• _EXERCISE REQUIREMENTS_
Copy every line below precisely, leaving nothing out.

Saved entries
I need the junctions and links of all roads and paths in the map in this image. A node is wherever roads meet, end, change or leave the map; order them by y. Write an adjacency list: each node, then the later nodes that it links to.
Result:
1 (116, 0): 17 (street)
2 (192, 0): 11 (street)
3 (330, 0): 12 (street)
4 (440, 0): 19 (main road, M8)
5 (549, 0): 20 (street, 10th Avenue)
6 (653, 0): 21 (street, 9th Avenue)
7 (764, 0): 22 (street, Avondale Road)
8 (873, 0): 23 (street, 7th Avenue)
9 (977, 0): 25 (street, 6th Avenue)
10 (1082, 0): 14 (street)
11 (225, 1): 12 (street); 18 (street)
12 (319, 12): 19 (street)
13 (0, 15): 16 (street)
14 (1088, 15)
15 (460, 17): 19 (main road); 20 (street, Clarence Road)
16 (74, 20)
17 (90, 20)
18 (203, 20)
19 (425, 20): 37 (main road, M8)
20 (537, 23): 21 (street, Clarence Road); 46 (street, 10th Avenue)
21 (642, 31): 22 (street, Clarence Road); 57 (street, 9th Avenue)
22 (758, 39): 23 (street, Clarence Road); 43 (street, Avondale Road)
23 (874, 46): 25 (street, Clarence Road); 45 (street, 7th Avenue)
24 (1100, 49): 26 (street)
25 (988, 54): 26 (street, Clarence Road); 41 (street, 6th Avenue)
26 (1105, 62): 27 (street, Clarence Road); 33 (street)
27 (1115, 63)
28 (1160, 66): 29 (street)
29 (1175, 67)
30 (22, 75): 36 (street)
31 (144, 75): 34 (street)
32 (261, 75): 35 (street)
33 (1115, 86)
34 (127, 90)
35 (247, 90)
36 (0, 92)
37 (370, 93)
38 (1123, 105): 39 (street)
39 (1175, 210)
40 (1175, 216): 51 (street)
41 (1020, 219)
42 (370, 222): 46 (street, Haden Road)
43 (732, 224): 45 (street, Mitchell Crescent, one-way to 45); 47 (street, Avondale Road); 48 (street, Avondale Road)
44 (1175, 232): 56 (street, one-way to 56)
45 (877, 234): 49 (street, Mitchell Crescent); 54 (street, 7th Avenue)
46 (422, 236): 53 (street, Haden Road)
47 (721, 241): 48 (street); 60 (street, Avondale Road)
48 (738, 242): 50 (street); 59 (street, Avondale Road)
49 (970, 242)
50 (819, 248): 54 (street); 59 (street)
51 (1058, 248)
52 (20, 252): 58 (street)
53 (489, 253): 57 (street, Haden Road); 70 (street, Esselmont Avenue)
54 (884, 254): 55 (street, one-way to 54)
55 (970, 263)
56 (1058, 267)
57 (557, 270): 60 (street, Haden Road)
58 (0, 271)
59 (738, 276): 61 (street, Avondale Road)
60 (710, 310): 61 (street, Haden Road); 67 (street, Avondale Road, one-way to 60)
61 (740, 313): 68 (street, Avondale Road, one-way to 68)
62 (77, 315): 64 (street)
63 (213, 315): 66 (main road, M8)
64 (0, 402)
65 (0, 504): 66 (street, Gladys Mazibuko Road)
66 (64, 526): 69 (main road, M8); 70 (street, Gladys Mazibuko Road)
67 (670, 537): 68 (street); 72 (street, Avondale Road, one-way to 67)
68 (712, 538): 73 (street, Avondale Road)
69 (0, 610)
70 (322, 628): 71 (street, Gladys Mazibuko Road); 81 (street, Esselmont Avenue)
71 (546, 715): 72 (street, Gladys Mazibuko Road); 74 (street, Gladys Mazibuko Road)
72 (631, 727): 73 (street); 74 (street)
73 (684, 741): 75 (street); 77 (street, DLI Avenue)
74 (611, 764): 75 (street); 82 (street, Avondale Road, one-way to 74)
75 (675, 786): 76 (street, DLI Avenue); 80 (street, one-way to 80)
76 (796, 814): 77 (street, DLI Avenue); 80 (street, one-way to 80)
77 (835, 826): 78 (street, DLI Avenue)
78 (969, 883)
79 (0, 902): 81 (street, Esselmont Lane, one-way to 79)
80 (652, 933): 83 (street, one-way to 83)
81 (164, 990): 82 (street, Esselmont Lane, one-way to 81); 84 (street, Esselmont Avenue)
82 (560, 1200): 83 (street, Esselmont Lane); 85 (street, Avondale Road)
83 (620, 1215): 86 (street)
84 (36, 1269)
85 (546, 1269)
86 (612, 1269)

• _REPLY_
I need the junctions and links of all roads and paths in the map in this image. A node is wherever roads meet, end, change or leave the map; order them by y. Write an adjacency list: each node, then the later nodes that it links to.
Result:
1 (116, 0): 17 (street)
2 (192, 0): 11 (street)
3 (330, 0): 12 (street)
4 (440, 0): 19 (main road, M8)
5 (549, 0): 20 (street, 10th Avenue)
6 (653, 0): 21 (street, 9th Avenue)
7 (764, 0): 22 (street, Avondale Road)
8 (873, 0): 23 (street, 7th Avenue)
9 (977, 0): 25 (street, 6th Avenue)
10 (1082, 0): 14 (street)
11 (225, 1): 12 (street); 18 (street)
12 (319, 12): 19 (street)
13 (0, 15): 16 (street)
14 (1088, 15)
15 (460, 17): 19 (main road); 20 (street, Clarence Road)
16 (74, 20)
17 (90, 20)
18 (203, 20)
19 (425, 20): 37 (main road, M8)
20 (537, 23): 21 (street, Clarence Road); 46 (street, 10th Avenue)
21 (642, 31): 22 (street, Clarence Road); 57 (street, 9th Avenue)
22 (758, 39): 23 (street, Clarence Road); 43 (street, Avondale Road)
23 (874, 46): 25 (street, Clarence Road); 45 (street, 7th Avenue)
24 (1100, 49): 26 (street)
25 (988, 54): 26 (street, Clarence Road); 41 (street, 6th Avenue)
26 (1105, 62): 27 (street, Clarence Road); 33 (street)
27 (1115, 63)
28 (1160, 66): 29 (street)
29 (1175, 67)
30 (22, 75): 36 (street)
31 (144, 75): 34 (street)
32 (261, 75): 35 (street)
33 (1115, 86)
34 (127, 90)
35 (247, 90)
36 (0, 92)
37 (370, 93)
38 (1123, 105): 39 (street)
39 (1175, 210)
40 (1175, 216): 51 (street)
41 (1020, 219)
42 (370, 222): 46 (street, Haden Road)
43 (732, 224): 45 (street, Mitchell Crescent, one-way to 45); 47 (street, Avondale Road); 48 (street, Avondale Road)
44 (1175, 232): 56 (street, one-way to 56)
45 (877, 234): 49 (street, Mitchell Crescent); 54 (street, 7th Avenue)
46 (422, 236): 53 (street, Haden Road)
47 (721, 241): 48 (street); 60 (street, Avondale Road)
48 (738, 242): 50 (street); 59 (street, Avondale Road)
49 (970, 242)
50 (819, 248): 54 (street); 59 (street)
51 (1058, 248)
52 (20, 252): 58 (street)
53 (489, 253): 57 (street, Haden Road); 70 (street, Esselmont Avenue)
54 (884, 254): 55 (street, one-way to 54)
55 (970, 263)
56 (1058, 267)
57 (557, 270): 60 (street, Haden Road)
58 (0, 271)
59 (738, 276): 61 (street, Avondale Road)
60 (710, 310): 61 (street, Haden Road); 67 (street, Avondale Road, one-way to 60)
61 (740, 313): 68 (street, Avondale Road, one-way to 68)
62 (77, 315): 64 (street)
63 (213, 315): 66 (main road, M8)
64 (0, 402)
65 (0, 504): 66 (street, Gladys Mazibuko Road)
66 (64, 526): 69 (main road, M8); 70 (street, Gladys Mazibuko Road)
67 (670, 537): 68 (street); 72 (street, Avondale Road, one-way to 67)
68 (712, 538): 73 (street, Avondale Road)
69 (0, 610)
70 (322, 628): 71 (street, Gladys Mazibuko Road); 81 (street, Esselmont Avenue)
71 (546, 715): 72 (street, Gladys Mazibuko Road); 74 (street, Gladys Mazibuko Road)
72 (631, 727): 73 (street); 74 (street)
73 (684, 741): 75 (street); 77 (street, DLI Avenue)
74 (611, 764): 75 (street); 82 (street, Avondale Road, one-way to 74)
75 (675, 786): 76 (street, DLI Avenue); 80 (street, one-way to 80)
76 (796, 814): 77 (street, DLI Avenue); 80 (street, one-way to 80)
77 (835, 826): 78 (street, DLI Avenue)
78 (969, 883)
79 (0, 902): 81 (street, Esselmont Lane, one-way to 79)
80 (652, 933): 83 (street, one-way to 83)
81 (164, 990): 82 (street, Esselmont Lane, one-way to 81); 84 (street, Esselmont Avenue)
82 (560, 1200): 83 (street, Esselmont Lane); 85 (street, Avondale Road)
83 (620, 1215): 86 (street)
84 (36, 1269)
85 (546, 1269)
86 (612, 1269)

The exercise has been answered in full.